Dogma includes contradictory rules which are often added or amended on the spot, such as: “Dogma is spartan. Speak as clearly as you can… . Really speak to them [others] using ordinary language.” “Always use Green terms that you barely understand.” “Dogma is sincere.” “Dogma plagiarizes. Always steal other people’s ideas and claim them as your own.”
As in Spurious, constant verbal battery is inflicted upon Lars. Lars is not his own harshest critic, as is the case with most people—W. is Lars’s harshest critic. We know what W. thinks of Lars (“Sometimes, in my company, W. feels like Jane Goodall, the one who did all that work with chimps.”), but the reader begins to wonder, what does Lars think of himself? “A series of jerks and tics, like those of a hanged man in his final throes; a series of involuntary and grotesque spasms: That will have been my life, W. says.”
Incredulous, dramatic, backhanded compliments are W.’s specialty, although he does not limit himself stylistically when commenting on Lars and their friendship. “‘You drink too much, that’s your problem,’ W. says. ‘Mind you, I’d drink if I had your life.’” When discussing pygmy elephants, he somehow even manages to relate them to Lars: “‘They had great flat feet, like yours,’ W. says.—‘And an improbably small brain, no doubt like yours.’”
In some of the few instances where Lars is allowed to participate in a conversation, the two discuss others ranging from the fat singers they admire (“‘Is he angry because he’s fat,’ I ask of the lead singer in Modest Mouse. —‘No, he was angry and then he got fat,’ W. says. ‘Do you think he minds being fat?’ I ask. —‘He has other issues,’ W. says”), to famous writers such as Kafka and Blanchot.

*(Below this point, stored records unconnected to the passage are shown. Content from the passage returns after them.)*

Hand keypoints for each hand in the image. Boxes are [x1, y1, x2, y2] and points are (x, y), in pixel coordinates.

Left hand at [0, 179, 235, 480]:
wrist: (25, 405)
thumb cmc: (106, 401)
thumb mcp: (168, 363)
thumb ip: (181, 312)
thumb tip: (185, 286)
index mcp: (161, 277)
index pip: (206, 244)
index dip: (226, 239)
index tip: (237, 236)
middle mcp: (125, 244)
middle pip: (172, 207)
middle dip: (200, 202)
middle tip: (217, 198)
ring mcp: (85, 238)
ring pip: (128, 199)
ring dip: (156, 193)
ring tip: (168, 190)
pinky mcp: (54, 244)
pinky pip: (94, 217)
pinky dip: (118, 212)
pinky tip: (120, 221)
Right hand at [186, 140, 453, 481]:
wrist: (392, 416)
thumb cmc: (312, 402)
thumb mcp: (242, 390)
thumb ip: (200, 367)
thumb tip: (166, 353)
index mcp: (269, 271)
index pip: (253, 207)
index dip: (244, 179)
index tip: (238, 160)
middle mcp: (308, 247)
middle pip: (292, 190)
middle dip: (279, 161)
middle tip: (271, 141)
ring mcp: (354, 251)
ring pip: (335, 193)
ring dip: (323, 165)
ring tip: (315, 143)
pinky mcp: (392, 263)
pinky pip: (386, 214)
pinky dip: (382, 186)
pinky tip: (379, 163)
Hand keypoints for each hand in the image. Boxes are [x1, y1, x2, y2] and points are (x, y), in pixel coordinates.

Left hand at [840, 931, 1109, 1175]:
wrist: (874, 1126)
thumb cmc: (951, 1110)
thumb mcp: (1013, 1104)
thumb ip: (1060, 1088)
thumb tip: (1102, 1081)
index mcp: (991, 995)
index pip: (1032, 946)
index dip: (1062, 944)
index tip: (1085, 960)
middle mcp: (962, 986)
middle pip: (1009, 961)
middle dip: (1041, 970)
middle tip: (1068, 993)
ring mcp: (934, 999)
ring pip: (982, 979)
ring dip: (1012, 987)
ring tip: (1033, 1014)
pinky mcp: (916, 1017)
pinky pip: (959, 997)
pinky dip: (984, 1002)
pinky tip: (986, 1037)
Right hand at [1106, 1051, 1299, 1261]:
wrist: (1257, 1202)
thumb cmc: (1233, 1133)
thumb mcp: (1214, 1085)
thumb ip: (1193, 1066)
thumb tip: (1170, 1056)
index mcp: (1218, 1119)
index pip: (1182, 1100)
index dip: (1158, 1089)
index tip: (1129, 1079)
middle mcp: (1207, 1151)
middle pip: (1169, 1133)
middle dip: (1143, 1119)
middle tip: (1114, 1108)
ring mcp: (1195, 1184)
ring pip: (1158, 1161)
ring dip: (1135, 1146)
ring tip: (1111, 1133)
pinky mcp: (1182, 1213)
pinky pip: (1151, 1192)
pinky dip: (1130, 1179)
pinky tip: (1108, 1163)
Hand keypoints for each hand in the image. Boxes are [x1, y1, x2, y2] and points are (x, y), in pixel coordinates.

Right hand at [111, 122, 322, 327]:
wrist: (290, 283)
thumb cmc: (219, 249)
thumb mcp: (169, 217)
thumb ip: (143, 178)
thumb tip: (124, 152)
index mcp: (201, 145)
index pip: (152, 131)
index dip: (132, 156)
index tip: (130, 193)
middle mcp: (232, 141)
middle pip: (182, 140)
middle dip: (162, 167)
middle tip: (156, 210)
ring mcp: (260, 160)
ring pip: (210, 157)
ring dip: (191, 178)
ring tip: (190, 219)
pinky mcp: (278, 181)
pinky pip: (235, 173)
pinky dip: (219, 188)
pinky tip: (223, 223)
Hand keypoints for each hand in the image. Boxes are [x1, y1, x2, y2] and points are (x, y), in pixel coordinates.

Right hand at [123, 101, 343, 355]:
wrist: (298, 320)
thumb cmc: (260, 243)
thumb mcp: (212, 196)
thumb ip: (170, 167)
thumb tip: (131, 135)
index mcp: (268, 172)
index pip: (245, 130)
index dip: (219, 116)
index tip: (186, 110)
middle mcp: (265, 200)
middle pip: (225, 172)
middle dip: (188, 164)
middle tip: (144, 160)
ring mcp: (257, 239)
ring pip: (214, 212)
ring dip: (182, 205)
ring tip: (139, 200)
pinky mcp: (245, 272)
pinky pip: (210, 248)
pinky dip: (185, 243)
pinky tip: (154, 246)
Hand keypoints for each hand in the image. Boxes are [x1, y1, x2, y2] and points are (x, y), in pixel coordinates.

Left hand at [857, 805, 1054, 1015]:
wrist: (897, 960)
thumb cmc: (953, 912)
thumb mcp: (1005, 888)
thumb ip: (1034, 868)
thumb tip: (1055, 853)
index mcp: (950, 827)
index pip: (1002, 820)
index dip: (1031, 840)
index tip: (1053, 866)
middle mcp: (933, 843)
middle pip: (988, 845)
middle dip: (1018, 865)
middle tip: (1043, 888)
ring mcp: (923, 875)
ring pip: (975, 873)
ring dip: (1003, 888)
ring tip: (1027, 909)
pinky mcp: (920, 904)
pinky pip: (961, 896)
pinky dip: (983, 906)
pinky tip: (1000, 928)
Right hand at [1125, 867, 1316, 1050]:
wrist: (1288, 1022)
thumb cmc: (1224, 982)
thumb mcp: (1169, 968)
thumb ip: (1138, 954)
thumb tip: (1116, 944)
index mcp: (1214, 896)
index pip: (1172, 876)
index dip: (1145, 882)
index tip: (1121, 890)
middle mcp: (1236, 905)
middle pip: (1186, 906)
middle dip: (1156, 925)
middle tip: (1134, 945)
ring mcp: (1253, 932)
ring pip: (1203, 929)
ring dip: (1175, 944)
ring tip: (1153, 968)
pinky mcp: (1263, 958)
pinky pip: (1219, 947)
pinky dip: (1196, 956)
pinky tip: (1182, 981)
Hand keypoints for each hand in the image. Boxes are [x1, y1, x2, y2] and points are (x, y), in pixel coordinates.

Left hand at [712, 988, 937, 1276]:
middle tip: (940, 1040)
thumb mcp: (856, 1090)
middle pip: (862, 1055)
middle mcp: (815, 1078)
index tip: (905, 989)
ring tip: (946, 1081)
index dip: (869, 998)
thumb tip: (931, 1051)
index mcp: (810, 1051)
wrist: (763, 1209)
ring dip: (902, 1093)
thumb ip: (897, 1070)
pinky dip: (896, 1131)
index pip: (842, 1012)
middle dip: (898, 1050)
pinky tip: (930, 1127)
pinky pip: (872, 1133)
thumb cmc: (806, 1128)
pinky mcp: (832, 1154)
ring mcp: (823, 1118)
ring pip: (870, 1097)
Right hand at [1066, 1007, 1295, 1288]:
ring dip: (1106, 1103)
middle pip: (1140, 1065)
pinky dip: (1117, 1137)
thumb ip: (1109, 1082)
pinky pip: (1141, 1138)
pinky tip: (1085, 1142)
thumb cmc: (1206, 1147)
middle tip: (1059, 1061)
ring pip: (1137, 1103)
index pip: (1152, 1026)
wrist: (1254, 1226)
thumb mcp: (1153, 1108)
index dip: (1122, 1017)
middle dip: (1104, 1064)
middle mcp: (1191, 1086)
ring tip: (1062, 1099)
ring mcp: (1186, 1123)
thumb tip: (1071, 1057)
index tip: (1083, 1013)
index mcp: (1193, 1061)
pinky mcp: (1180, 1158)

But somehow, Iyer makes these two pompous, strange intellectuals, out of touch with the rest of civilization, completely likeable, as they discuss their constant “work”—their reading and writing, as if they are either stuck in yesteryear, where gentlemen simply studied and expanded their minds as a form of employment, or are mad scientists, working on a master plan.